Catastrophe will come for them too
Review of Children of the Sun, Hilary Fannin and Maxim Gorky, Abbey Theatre
By Jess Spear
I wasn’t familiar with Gorky’s Children of the Sun when I sat down to watch Hilary Fannin’s version at the Abbey Theatre this past May. This Abbey Theatre version was very enjoyable, spurring me to read up on the original. However, that comparison with the original left me disappointed with some of the changes made in this modern retelling, and feeling like it was a missed opportunity.
The plot of the original is set in the mid-nineteenth century and focuses on a middle-class family so preoccupied by their own personal situations that they don’t even notice the Cholera epidemic sweeping across the country, causing mob violence. Eventually, they are attacked by a mass of angry peasants and one of the characters is shot dead.
Hilary Fannin’s version
Fannin’s version keeps to the original in that the main characters are utterly self absorbed. Pavel, the scientist patriarch is totally consumed by his experiments. “I am attempting to colonise the last frontier. Time, Elena, time. If we could inhabit different iterations of self, we could undo all the mistakes of the past. Don't you see?”
Pavel is completely oblivious to the fact that his wife, Elena, is having an affair with the local vet. His sister Liza lives with them and is the most aware of the impending catastrophe growing outside their home. But everyone thinks she’s mad, so they just keep going on and on about her nerves. Go outside and enjoy the fresh air they tell her. It’ll be good for your nerves. "Shut up about my fucking nerves," she responds.
Who was Gorky?
Maxim Gorky was a famous playwright and writer living at the turn of the 20th century. Like so many in Russia at the time he had an extremely brutal childhood.

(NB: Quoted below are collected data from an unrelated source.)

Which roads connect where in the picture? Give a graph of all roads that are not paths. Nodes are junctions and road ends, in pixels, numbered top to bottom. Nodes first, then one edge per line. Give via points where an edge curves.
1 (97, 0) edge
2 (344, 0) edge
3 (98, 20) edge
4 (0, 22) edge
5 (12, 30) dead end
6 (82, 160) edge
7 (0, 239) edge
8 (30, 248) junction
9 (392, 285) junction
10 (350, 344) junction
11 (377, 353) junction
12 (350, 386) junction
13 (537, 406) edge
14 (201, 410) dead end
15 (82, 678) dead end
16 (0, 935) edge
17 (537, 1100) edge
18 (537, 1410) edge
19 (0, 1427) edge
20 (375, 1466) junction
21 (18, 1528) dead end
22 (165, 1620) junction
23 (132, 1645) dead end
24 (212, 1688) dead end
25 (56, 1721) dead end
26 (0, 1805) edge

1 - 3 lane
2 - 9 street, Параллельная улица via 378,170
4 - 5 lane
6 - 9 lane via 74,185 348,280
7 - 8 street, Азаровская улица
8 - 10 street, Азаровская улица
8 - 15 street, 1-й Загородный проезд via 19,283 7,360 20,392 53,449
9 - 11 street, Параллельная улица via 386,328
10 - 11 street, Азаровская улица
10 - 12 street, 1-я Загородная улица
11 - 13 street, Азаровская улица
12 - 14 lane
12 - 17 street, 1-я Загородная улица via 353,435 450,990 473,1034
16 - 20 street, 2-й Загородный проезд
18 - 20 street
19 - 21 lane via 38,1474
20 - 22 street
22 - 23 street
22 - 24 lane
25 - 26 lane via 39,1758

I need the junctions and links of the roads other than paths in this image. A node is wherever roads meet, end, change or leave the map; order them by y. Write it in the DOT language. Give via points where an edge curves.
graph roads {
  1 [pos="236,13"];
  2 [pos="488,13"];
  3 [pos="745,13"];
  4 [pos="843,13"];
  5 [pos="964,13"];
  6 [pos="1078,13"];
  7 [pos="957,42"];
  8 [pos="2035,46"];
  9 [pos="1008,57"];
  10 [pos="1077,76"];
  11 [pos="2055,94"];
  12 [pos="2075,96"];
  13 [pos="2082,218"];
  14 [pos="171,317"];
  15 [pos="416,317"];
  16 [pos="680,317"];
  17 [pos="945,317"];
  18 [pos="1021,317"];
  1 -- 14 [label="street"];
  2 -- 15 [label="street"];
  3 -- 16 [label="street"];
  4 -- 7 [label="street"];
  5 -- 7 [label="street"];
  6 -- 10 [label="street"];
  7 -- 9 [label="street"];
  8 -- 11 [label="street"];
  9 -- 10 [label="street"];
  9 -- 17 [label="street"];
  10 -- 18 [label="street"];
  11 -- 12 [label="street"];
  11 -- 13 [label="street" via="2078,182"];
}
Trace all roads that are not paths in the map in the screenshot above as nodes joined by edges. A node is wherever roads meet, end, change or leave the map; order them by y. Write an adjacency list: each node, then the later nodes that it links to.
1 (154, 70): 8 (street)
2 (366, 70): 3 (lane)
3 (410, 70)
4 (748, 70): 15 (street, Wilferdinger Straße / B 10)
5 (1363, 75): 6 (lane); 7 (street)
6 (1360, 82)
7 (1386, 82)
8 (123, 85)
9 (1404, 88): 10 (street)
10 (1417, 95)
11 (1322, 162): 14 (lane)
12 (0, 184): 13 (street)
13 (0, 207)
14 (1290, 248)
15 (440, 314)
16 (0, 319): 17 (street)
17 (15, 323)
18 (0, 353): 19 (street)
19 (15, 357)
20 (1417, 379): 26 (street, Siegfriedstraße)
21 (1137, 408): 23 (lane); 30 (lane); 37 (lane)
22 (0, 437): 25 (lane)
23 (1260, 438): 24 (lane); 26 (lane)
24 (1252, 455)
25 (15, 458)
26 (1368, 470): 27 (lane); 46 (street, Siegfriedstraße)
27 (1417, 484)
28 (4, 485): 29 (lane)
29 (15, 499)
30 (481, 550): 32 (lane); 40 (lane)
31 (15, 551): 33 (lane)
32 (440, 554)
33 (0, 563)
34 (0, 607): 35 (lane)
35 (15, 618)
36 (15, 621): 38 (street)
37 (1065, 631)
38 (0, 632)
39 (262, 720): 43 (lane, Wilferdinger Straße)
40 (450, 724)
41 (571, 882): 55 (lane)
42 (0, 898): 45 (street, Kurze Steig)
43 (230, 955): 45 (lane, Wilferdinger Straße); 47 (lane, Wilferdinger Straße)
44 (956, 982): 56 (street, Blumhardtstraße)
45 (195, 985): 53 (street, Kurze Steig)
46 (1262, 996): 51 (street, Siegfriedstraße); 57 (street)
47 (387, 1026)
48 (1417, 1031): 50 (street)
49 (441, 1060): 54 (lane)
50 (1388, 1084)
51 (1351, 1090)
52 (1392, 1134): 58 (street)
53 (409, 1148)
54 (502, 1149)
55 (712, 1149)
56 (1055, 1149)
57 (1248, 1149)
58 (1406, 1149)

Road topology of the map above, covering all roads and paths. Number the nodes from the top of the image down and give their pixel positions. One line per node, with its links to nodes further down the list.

Orphaned at a young age, he went to live with his grandparents and was beaten by his grandfather. He went to work at the age of 8(!) and held many different kinds of jobs. The bosses beat him just as his grandfather did. One of his workmates introduced him to reading and he decided to become a writer. He took the pen name ‘Gorky’ which means ‘bitter’ and focused his stories on the oppressed masses and their power to change their lives. This endeared him to ordinary Russian people and he became hugely popular.
Gorky’s experience of poverty, cruelty, and oppression also led him to politically align with Marxist revolutionaries and the Russian Social Democratic Labour Party. When it split in 1903 he sided with the Bolsheviks and was a close ally of Lenin. While never a member of the Bolshevik party, he helped to fund their work.
He wrote Children of the Sun while imprisoned in the Peter and Paul Fortress after the Russian Revolution of 1905. He was convicted of inciting violence but was quickly released after protests erupted in Russia and abroad.
Lost in modernisation
Unfortunately, Fannin completely rewrote the second half of the play to “modernise” it. Rather than have a mob attack and kill Pavel, we are treated to heavy metal music, bright lights and flashes of the future, a clip of a speech from Ronald Regan and scenes of Pavel’s landlord becoming a billionaire football club owner.
She also decided to use the play to criticise Gorky: for staying in exile from the Soviet Union for so long on the island of Capri and for coming back and reconciling with Stalin. Gorky became the head of the Soviet Writers’ Union, which aimed to spread propaganda through literature.
I don’t know enough about Gorky’s history here to comment on whether this was a fair assessment. But, from the perspective of someone watching the play, it was confusing.
The audience is never really treated to the climax of the original play - when the angry mob kills Pavel. By omitting this, Fannin’s version changes the play almost entirely. You’re left with the impression that the characters are caught up in their own world, just like us. And that’s kind of it.
Maxim Gorky, 1905
Don’t get me wrong. I enjoyed the play. It made me laugh out loud. But, I can’t help wishing that Fannin would have kept the final scene because that was the most relevant part of Gorky’s play.
We live in a world of multiple, ongoing and worsening crises: ecological collapse war, genocide, famine, and the rise of the far right. For the upper middle class, shielded from most of these crises by their privilege and wealth, there are any number of personal intrigues and hobbies to distract. Nonetheless, catastrophe will eventually come for them too.